*** Begin section ***

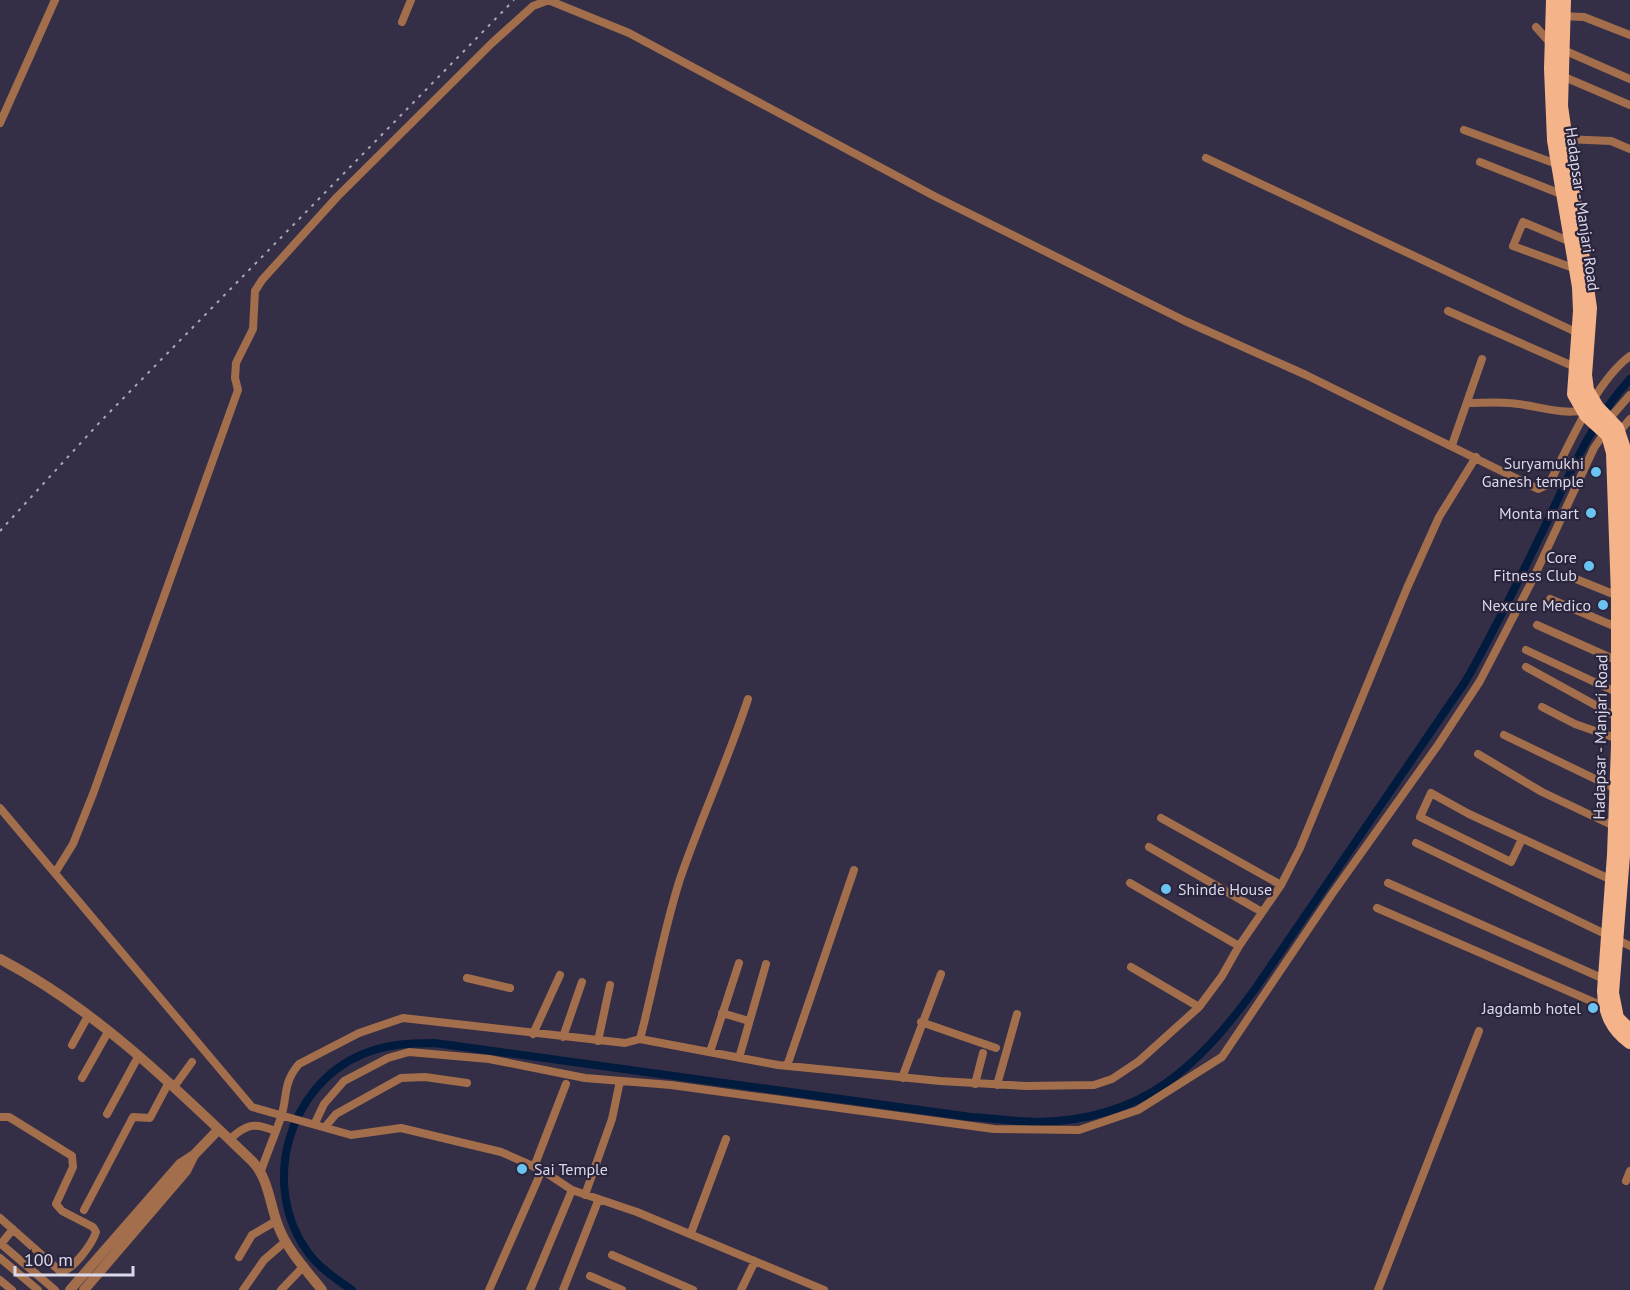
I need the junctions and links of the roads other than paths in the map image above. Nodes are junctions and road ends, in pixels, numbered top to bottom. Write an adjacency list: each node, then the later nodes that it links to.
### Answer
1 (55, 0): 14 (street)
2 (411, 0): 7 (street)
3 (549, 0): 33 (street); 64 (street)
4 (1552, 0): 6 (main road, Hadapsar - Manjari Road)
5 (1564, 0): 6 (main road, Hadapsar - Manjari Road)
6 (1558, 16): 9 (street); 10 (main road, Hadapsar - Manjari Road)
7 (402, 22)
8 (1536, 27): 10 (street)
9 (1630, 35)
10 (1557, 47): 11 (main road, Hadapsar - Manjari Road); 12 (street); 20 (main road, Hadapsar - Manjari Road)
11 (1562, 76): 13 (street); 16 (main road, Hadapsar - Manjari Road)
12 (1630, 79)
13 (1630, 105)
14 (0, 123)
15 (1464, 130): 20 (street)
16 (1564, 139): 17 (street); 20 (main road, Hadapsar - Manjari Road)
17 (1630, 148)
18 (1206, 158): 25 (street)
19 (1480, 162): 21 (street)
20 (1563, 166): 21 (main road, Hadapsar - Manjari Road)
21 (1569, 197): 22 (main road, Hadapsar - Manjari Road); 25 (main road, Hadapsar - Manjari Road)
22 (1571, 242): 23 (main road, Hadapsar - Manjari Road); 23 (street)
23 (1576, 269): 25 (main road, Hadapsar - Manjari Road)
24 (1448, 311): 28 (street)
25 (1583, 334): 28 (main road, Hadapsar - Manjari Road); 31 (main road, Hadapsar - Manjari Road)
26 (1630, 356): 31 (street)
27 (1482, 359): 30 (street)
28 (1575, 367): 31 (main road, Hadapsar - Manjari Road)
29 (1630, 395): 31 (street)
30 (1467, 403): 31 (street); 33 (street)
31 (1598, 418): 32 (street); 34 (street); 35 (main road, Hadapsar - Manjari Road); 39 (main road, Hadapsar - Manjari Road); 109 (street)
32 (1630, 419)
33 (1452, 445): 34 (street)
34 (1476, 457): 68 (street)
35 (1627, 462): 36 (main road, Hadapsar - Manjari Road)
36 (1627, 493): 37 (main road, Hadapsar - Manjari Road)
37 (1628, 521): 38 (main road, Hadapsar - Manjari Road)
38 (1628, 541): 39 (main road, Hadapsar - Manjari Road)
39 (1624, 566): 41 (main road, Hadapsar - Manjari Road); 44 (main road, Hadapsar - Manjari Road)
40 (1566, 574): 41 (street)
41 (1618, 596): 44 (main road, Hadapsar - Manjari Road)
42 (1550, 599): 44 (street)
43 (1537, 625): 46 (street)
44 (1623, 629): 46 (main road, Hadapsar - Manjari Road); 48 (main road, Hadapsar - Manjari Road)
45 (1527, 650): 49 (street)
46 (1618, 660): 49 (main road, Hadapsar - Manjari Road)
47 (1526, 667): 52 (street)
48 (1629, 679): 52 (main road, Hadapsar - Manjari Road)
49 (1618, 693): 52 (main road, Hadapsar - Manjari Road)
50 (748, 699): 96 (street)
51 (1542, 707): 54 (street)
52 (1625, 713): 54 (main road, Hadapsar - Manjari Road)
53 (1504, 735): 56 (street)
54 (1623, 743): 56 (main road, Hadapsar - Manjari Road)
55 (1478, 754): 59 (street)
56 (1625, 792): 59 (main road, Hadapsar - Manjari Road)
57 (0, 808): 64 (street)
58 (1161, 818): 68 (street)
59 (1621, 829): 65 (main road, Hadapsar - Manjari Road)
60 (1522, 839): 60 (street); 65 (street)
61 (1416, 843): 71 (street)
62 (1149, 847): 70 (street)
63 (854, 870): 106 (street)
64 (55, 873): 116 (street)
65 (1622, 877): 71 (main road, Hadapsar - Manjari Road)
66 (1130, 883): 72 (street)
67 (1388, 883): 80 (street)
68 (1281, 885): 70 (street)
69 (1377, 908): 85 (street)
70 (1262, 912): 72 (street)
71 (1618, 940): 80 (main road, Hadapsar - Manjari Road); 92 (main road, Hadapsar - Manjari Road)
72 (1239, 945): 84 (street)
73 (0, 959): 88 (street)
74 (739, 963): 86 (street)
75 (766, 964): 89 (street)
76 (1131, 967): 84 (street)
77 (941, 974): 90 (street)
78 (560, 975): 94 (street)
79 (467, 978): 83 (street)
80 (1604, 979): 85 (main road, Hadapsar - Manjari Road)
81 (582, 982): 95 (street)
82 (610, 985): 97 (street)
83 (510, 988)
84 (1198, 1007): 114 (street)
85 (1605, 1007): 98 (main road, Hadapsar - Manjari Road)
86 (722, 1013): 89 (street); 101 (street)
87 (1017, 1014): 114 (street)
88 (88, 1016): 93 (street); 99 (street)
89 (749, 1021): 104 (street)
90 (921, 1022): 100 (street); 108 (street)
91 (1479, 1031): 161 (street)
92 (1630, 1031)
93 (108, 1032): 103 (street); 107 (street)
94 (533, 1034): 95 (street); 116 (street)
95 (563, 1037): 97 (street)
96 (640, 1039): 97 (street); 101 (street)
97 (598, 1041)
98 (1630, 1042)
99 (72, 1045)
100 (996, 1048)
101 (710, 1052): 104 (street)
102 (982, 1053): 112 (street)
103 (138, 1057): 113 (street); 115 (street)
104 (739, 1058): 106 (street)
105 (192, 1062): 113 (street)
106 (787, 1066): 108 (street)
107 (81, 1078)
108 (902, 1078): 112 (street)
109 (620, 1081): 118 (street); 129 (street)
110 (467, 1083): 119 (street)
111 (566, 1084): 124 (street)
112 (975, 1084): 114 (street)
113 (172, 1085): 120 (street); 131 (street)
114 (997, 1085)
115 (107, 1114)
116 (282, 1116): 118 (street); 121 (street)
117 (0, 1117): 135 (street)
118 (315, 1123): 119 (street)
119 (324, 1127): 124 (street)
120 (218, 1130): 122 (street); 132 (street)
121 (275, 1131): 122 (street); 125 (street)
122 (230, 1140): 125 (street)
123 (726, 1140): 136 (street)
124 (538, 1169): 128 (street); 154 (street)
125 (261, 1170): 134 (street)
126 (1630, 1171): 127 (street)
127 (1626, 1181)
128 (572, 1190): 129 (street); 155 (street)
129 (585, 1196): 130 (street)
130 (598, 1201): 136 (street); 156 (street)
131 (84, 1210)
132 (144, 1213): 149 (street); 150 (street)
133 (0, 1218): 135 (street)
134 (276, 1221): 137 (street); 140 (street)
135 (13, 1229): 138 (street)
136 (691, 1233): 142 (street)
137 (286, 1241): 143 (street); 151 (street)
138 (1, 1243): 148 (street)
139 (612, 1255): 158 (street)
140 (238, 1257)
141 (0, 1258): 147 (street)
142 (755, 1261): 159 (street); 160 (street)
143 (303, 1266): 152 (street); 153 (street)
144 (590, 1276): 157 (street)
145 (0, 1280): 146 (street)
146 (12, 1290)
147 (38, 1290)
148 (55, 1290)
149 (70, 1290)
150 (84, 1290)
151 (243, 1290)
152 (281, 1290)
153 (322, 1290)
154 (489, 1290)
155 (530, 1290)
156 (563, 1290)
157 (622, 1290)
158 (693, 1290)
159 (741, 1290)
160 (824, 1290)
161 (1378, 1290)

*** End section ***

INSTRUCTIONS FOR THE TASK »
Each line of the data needs to be output exactly, with any image excluded.

EXERCISE RESULT »
I need the junctions and links of the roads other than paths in the map image above. Nodes are junctions and road ends, in pixels, numbered top to bottom. Write an adjacency list: each node, then the later nodes that it links to.
### Answer
1 (55, 0): 14 (street)
2 (411, 0): 7 (street)
3 (549, 0): 33 (street); 64 (street)
4 (1552, 0): 6 (main road, Hadapsar - Manjari Road)
5 (1564, 0): 6 (main road, Hadapsar - Manjari Road)
6 (1558, 16): 9 (street); 10 (main road, Hadapsar - Manjari Road)
7 (402, 22)
8 (1536, 27): 10 (street)
9 (1630, 35)
10 (1557, 47): 11 (main road, Hadapsar - Manjari Road); 12 (street); 20 (main road, Hadapsar - Manjari Road)
11 (1562, 76): 13 (street); 16 (main road, Hadapsar - Manjari Road)
12 (1630, 79)
13 (1630, 105)
14 (0, 123)
15 (1464, 130): 20 (street)
16 (1564, 139): 17 (street); 20 (main road, Hadapsar - Manjari Road)
17 (1630, 148)
18 (1206, 158): 25 (street)
19 (1480, 162): 21 (street)
20 (1563, 166): 21 (main road, Hadapsar - Manjari Road)
21 (1569, 197): 22 (main road, Hadapsar - Manjari Road); 25 (main road, Hadapsar - Manjari Road)
22 (1571, 242): 23 (main road, Hadapsar - Manjari Road); 23 (street)
23 (1576, 269): 25 (main road, Hadapsar - Manjari Road)
24 (1448, 311): 28 (street)
25 (1583, 334): 28 (main road, Hadapsar - Manjari Road); 31 (main road, Hadapsar - Manjari Road)
26 (1630, 356): 31 (street)
27 (1482, 359): 30 (street)
28 (1575, 367): 31 (main road, Hadapsar - Manjari Road)
29 (1630, 395): 31 (street)
30 (1467, 403): 31 (street); 33 (street)
31 (1598, 418): 32 (street); 34 (street); 35 (main road, Hadapsar - Manjari Road); 39 (main road, Hadapsar - Manjari Road); 109 (street)
32 (1630, 419)
33 (1452, 445): 34 (street)
34 (1476, 457): 68 (street)
35 (1627, 462): 36 (main road, Hadapsar - Manjari Road)
36 (1627, 493): 37 (main road, Hadapsar - Manjari Road)
37 (1628, 521): 38 (main road, Hadapsar - Manjari Road)
38 (1628, 541): 39 (main road, Hadapsar - Manjari Road)
39 (1624, 566): 41 (main road, Hadapsar - Manjari Road); 44 (main road, Hadapsar - Manjari Road)
40 (1566, 574): 41 (street)
41 (1618, 596): 44 (main road, Hadapsar - Manjari Road)
42 (1550, 599): 44 (street)
43 (1537, 625): 46 (street)
44 (1623, 629): 46 (main road, Hadapsar - Manjari Road); 48 (main road, Hadapsar - Manjari Road)
45 (1527, 650): 49 (street)
46 (1618, 660): 49 (main road, Hadapsar - Manjari Road)
47 (1526, 667): 52 (street)
48 (1629, 679): 52 (main road, Hadapsar - Manjari Road)
49 (1618, 693): 52 (main road, Hadapsar - Manjari Road)
50 (748, 699): 96 (street)
51 (1542, 707): 54 (street)
52 (1625, 713): 54 (main road, Hadapsar - Manjari Road)
53 (1504, 735): 56 (street)
54 (1623, 743): 56 (main road, Hadapsar - Manjari Road)
55 (1478, 754): 59 (street)
56 (1625, 792): 59 (main road, Hadapsar - Manjari Road)
57 (0, 808): 64 (street)
58 (1161, 818): 68 (street)
59 (1621, 829): 65 (main road, Hadapsar - Manjari Road)
60 (1522, 839): 60 (street); 65 (street)
61 (1416, 843): 71 (street)
62 (1149, 847): 70 (street)
63 (854, 870): 106 (street)
64 (55, 873): 116 (street)
65 (1622, 877): 71 (main road, Hadapsar - Manjari Road)
66 (1130, 883): 72 (street)
67 (1388, 883): 80 (street)
68 (1281, 885): 70 (street)
69 (1377, 908): 85 (street)
70 (1262, 912): 72 (street)
71 (1618, 940): 80 (main road, Hadapsar - Manjari Road); 92 (main road, Hadapsar - Manjari Road)
72 (1239, 945): 84 (street)
73 (0, 959): 88 (street)
74 (739, 963): 86 (street)
75 (766, 964): 89 (street)
76 (1131, 967): 84 (street)
77 (941, 974): 90 (street)
78 (560, 975): 94 (street)
79 (467, 978): 83 (street)
80 (1604, 979): 85 (main road, Hadapsar - Manjari Road)
81 (582, 982): 95 (street)
82 (610, 985): 97 (street)
83 (510, 988)
84 (1198, 1007): 114 (street)
85 (1605, 1007): 98 (main road, Hadapsar - Manjari Road)
86 (722, 1013): 89 (street); 101 (street)
87 (1017, 1014): 114 (street)
88 (88, 1016): 93 (street); 99 (street)
89 (749, 1021): 104 (street)
90 (921, 1022): 100 (street); 108 (street)
91 (1479, 1031): 161 (street)
92 (1630, 1031)
93 (108, 1032): 103 (street); 107 (street)
94 (533, 1034): 95 (street); 116 (street)
95 (563, 1037): 97 (street)
96 (640, 1039): 97 (street); 101 (street)
97 (598, 1041)
98 (1630, 1042)
99 (72, 1045)
100 (996, 1048)
101 (710, 1052): 104 (street)
102 (982, 1053): 112 (street)
103 (138, 1057): 113 (street); 115 (street)
104 (739, 1058): 106 (street)
105 (192, 1062): 113 (street)
106 (787, 1066): 108 (street)
107 (81, 1078)
108 (902, 1078): 112 (street)
109 (620, 1081): 118 (street); 129 (street)
110 (467, 1083): 119 (street)
111 (566, 1084): 124 (street)
112 (975, 1084): 114 (street)
113 (172, 1085): 120 (street); 131 (street)
114 (997, 1085)
115 (107, 1114)
116 (282, 1116): 118 (street); 121 (street)
117 (0, 1117): 135 (street)
118 (315, 1123): 119 (street)
119 (324, 1127): 124 (street)
120 (218, 1130): 122 (street); 132 (street)
121 (275, 1131): 122 (street); 125 (street)
122 (230, 1140): 125 (street)
123 (726, 1140): 136 (street)
124 (538, 1169): 128 (street); 154 (street)
125 (261, 1170): 134 (street)
126 (1630, 1171): 127 (street)
127 (1626, 1181)
128 (572, 1190): 129 (street); 155 (street)
129 (585, 1196): 130 (street)
130 (598, 1201): 136 (street); 156 (street)
131 (84, 1210)
132 (144, 1213): 149 (street); 150 (street)
133 (0, 1218): 135 (street)
134 (276, 1221): 137 (street); 140 (street)
135 (13, 1229): 138 (street)
136 (691, 1233): 142 (street)
137 (286, 1241): 143 (street); 151 (street)
138 (1, 1243): 148 (street)
139 (612, 1255): 158 (street)
140 (238, 1257)
141 (0, 1258): 147 (street)
142 (755, 1261): 159 (street); 160 (street)
143 (303, 1266): 152 (street); 153 (street)
144 (590, 1276): 157 (street)
145 (0, 1280): 146 (street)
146 (12, 1290)
147 (38, 1290)
148 (55, 1290)
149 (70, 1290)
150 (84, 1290)
151 (243, 1290)
152 (281, 1290)
153 (322, 1290)
154 (489, 1290)
155 (530, 1290)
156 (563, 1290)
157 (622, 1290)
158 (693, 1290)
159 (741, 1290)
160 (824, 1290)
161 (1378, 1290)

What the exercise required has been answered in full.